當然,俄羅斯也不可能定義中方的利益立場和決策方向。中國有自己的考慮和做事方式,中歐班列連通歐洲,對于中歐彼此的利益都有至關重要的意義。
去年波蘭因為俄白“西方-2025”聯合軍演和無人機因素,而宣布關閉與白俄羅斯的邊界,這也導致馬拉舍維奇樞紐的運作受到影響,中歐班列進入歐盟地界的通道由此受阻。
但即使如此,中歐班列的總體運作仍在進行。而波蘭方面很快就重新開放馬拉舍維奇樞紐,這也表明,歐盟同樣承擔不起交通中斷的后果,中歐班列的持續運作,對歐盟經濟發展同樣有舉足輕重的作用。
所以說,即使有復雜地緣戰略因素的介入,但是中國和歐洲之間的交通大動脈,是中歐都要保護的存在,不是簡單的外力因素所能改變的。
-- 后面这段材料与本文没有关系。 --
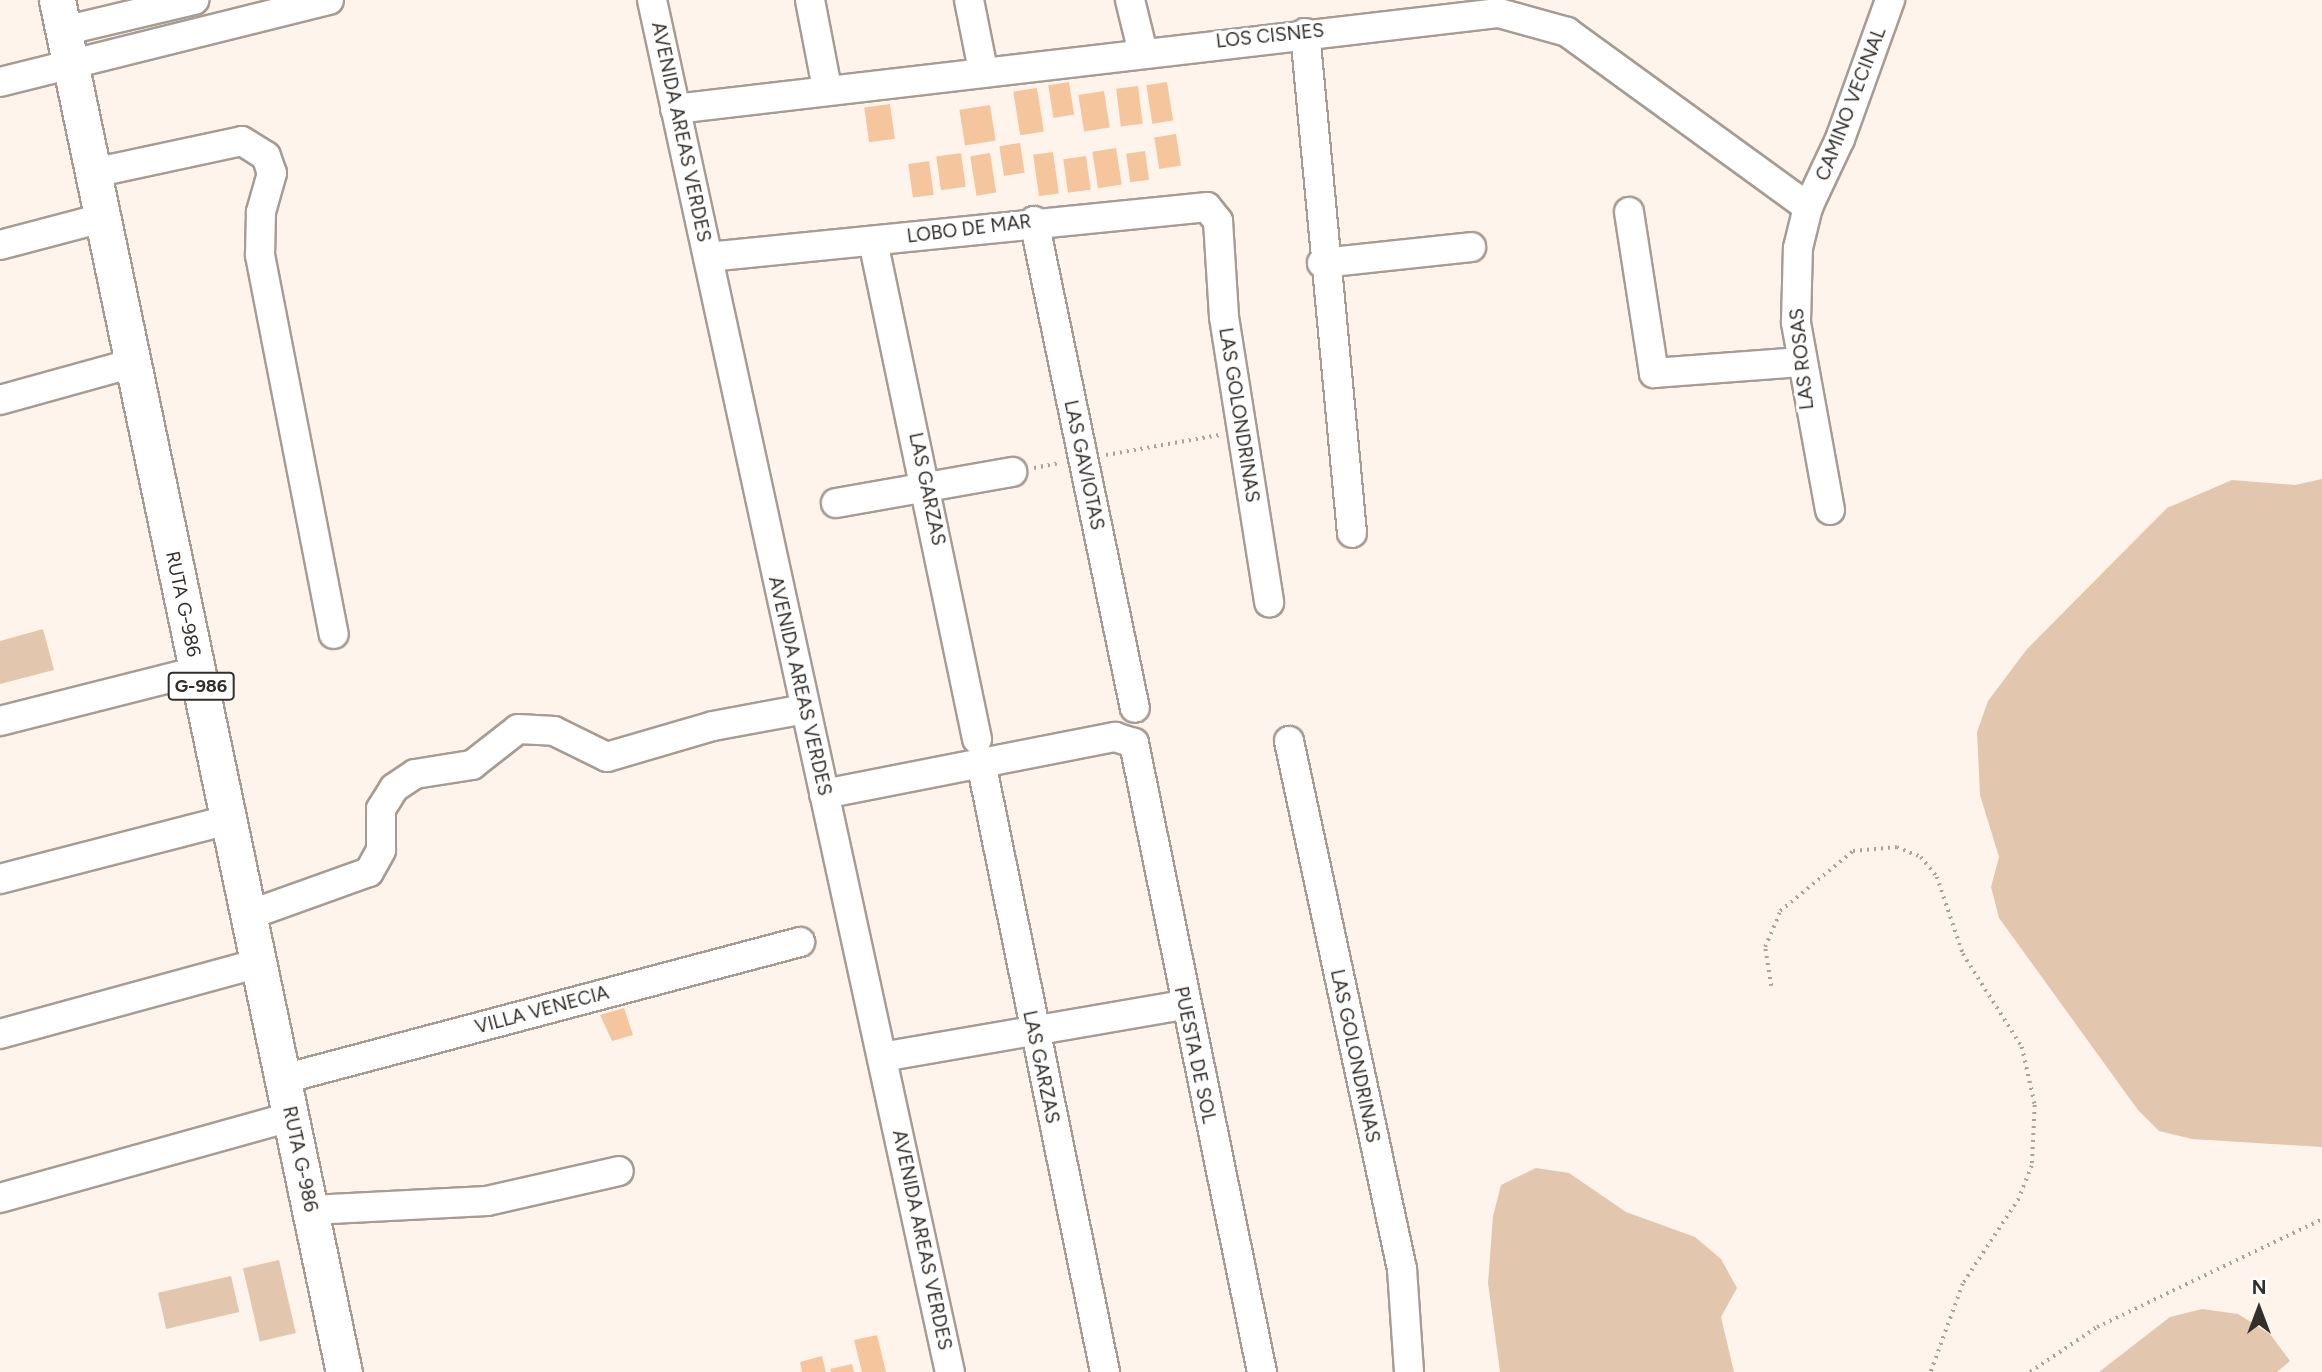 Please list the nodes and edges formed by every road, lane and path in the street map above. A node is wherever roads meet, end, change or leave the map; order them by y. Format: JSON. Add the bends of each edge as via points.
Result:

當然俄羅斯的立場也不奇怪,在烏克蘭危機背景之下,莫斯科顯然遭受了西方的孤立,在這種情況下,俄羅斯更希望獲得“志同道合”的背書。
只是我們也要看到,高加索問題主要影響的還是俄羅斯的利益。亞美尼亞和俄羅斯之間的事,主要還得莫斯科和埃里溫進行解決。帕希尼揚也沒有放棄和普京的接觸,他聲稱自己有信心在不久之后再次和普京見面。
顯然,帕希尼揚也不想直接翻臉,作為夾在俄羅斯、格魯吉亞、土耳其、阿塞拜疆和伊朗之間的“十字路口”,亞美尼亞只能小心行事。埃里溫在加強和美國、歐盟合作的同時,實際上也在小心翼翼維持和俄羅斯的關系。
從這個角度看,所謂“特朗普國際和平繁榮之路”的最終走向,不僅和美國有關,也可能取決于俄羅斯和亞美尼亞之間將達成何種共識。